Lucas Cranach the Elder, The Wittenberg Altarpiece, 1547, Wittenberg, Germany

Modern and contemporary painting is the heart of my theology of culture. It is not the kind of cultural practice, however, that receives any positive attention from evangelical cultural theologians and critics, for whom art is irrelevant at best and harmful at worst. But painting is much more than meets the eye, as both the tradition of icon painting within the church and the history of modern art outside the church testify. But a theology of culture that cannot offer a positive account of the arts in practice is ultimately deaf to the diverse and unexpected sounds of grace in the world.

While finishing my doctoral dissertation and teaching modern art at a state university in the mid-1990s, I read Francis Schaeffer’s Art and the Bible and H.R. Rookmaaker’s Modern Art and the Death of a Culture, and I was shocked. Their conclusions about modern art  bore no resemblance to the work I had devoted years of my life to understanding from within the history and development of modern art.

In response to Schaeffer and Rookmaaker, I began to develop a theological account for my interest in modern and contemporary art, which didn’t begin in the seminar room but where I live my professional a life as an art critic and curator: face to face with a work of art in an art museum, gallery, or studio. My goal was not to develop a “theology of the arts” that gets “applied” like a cookie-cutter to particular works of art or hovers abstractly in the ether, but to give a theological account for my interest in and love for particular artifacts of an especially despised and misunderstood cultural practice, which, as an evangelical, I had been called to serve. One of the results was God in the Gallery (Baker Academic, 2008), in which I moved outside the operative Reformed worldview framework, which I found too limiting, toward the Catholic and Eastern Orthodox traditions of the faith, to bring a more robust aesthetic, sacramental, and liturgical mindfulness to modern and contemporary art.

The outlier in my aesthetic evangelical resourcement was Luther, whom I had simply lumped into the Protestant tradition as a “pre-Calvinist” and a “post-Catholic,” shaped as I was by the biases of Catholic and Reformed interpreters, and art historians like Joseph Leo Koerner, who blamed the Reformer for a privatized, relativized, and disenchanted Protestant faith.

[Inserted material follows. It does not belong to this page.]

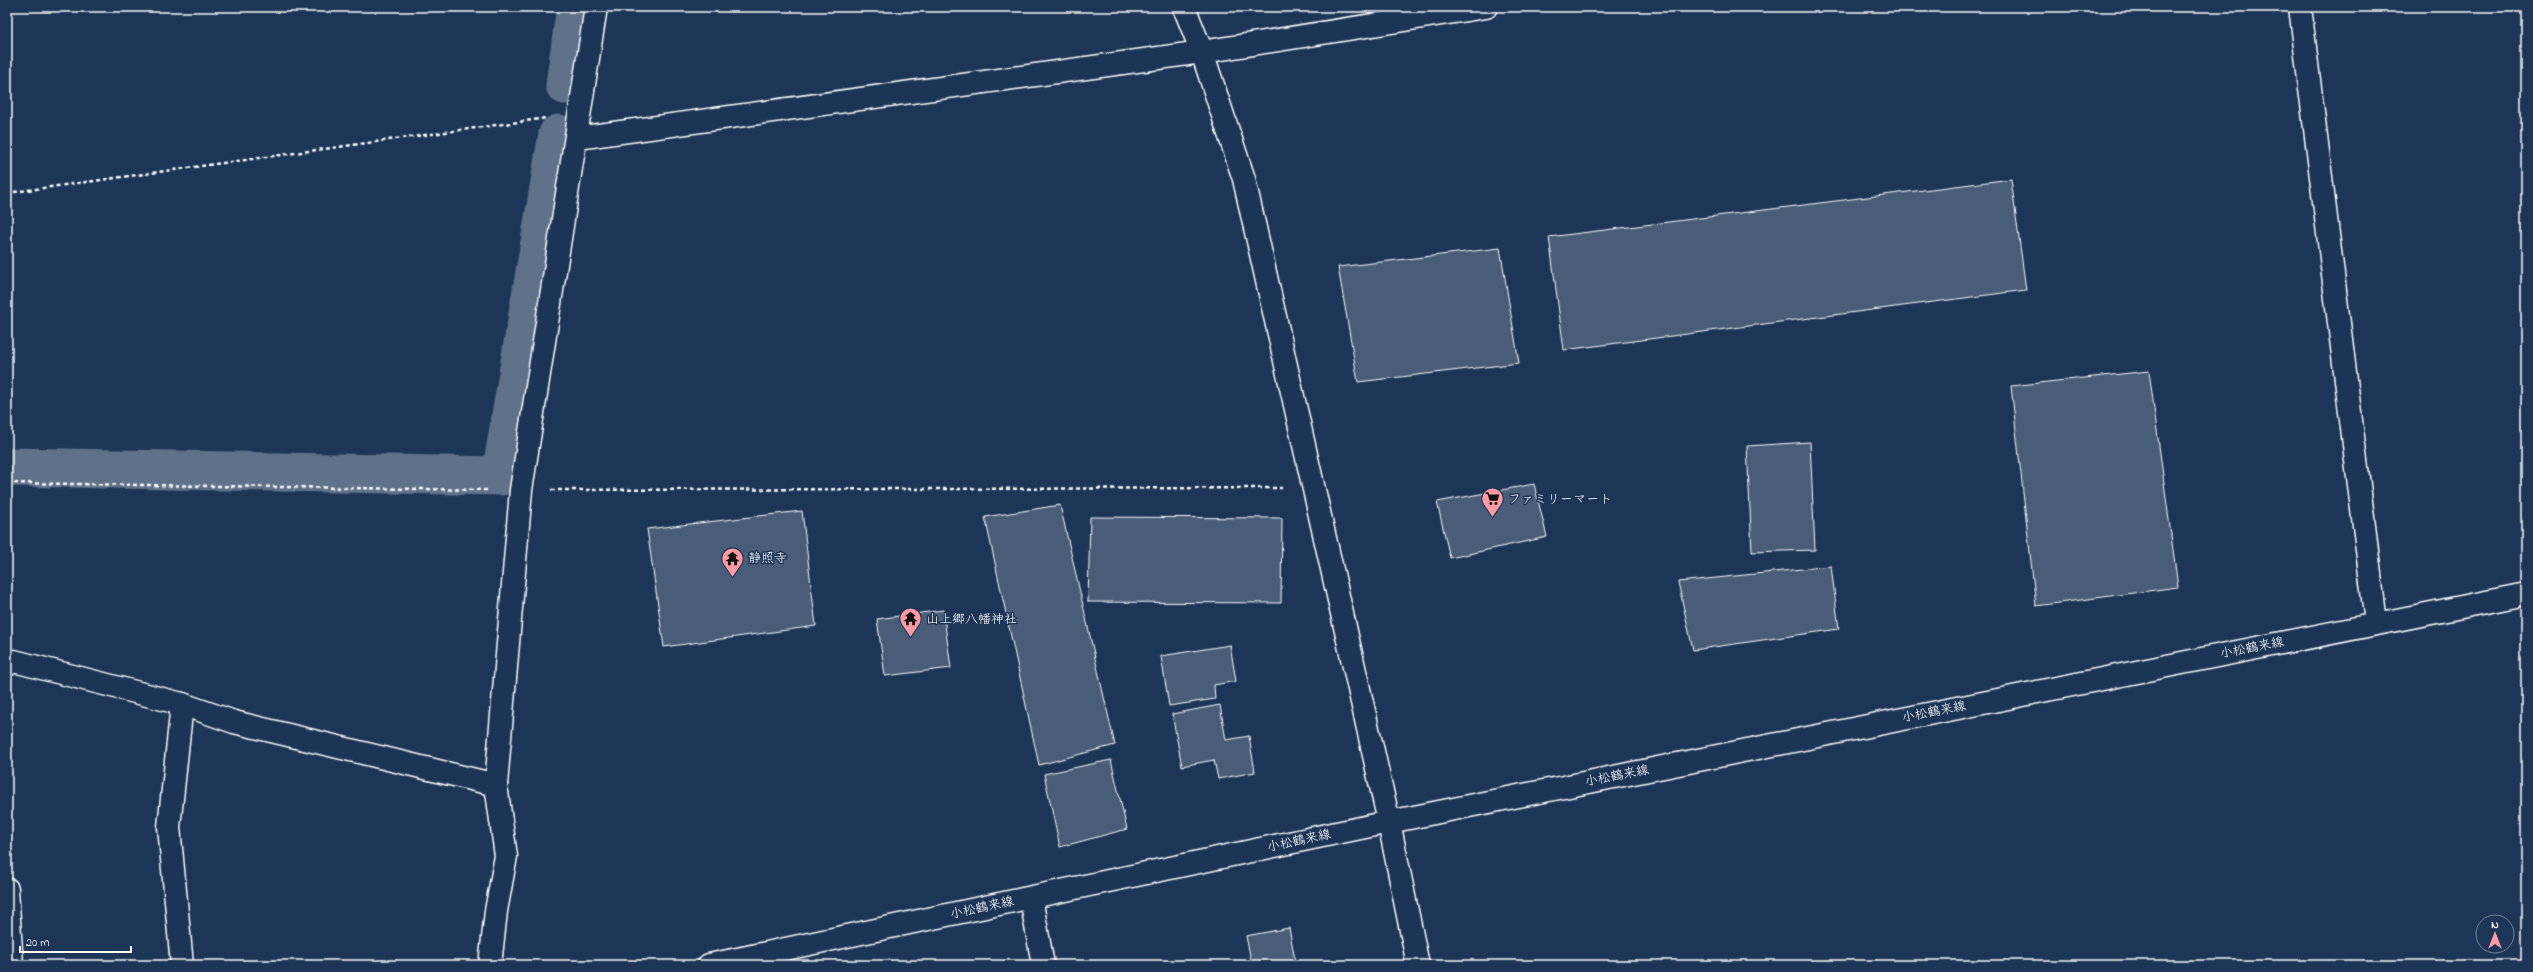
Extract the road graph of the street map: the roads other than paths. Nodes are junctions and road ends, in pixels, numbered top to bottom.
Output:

But things changed when my family and I became members of a confessional Lutheran Church (LCMS) in 2004, and I discovered through the weekly practice of the preached Word and Sacrament, that Philip Cary is right: Luther is not quite Protestant. And for the sake of enriching evangelical cultural thought, that is a very good thing, as even Reformed historian Mark Noll observed in his classic essay, “The Lutheran Difference,” published in 1992 in First Things. But, unfortunately, as Kevin DeYoung admitted last summer, Luther and the Lutheran tradition remain virtually unknown to conference-circuit evangelicalism.

Although I practiced the Christian faith in the Lutheran tradition for almost eight years, it was not until I encountered Luther while a staff member of a Presbyterian church, and thus liberated from a confessional tradition that had domesticated his thought, and interpreted through sensitive readers like the Hamann scholar Oswald Bayer, Steve Paulson, Gerhard Ebeling, and Gerhard Forde, that he came alive for me, presenting to me a Luther I never knew. And a Luther evangelicalism desperately needs.

What I discovered is a Luther whose thought offers fertile ground for a desperately needed re-evaluation of evangelical approaches to art and culture, from his understanding of the distinctions between the letter and the spirit; law and gospel; theology of the cross and theology of glory; the kingdom of God and the kingdom of this world; the human being as simultaneously sinner and saint; God hidden and revealed; and nature and grace. In addition, in his revolutionary understanding of vocation, the radically unfree will, and emphasis on the sacramental nature of the preached Word, Luther opens up space to think freely and creatively about modern art, without expectations for what art should look like. For Luther, it is not what we see, but what we hear from paintings, as we live and feel the pressure of life and the strained relationships with our neighbor. That is how we are confronted by paintings, not in the seminar room but in the trenches.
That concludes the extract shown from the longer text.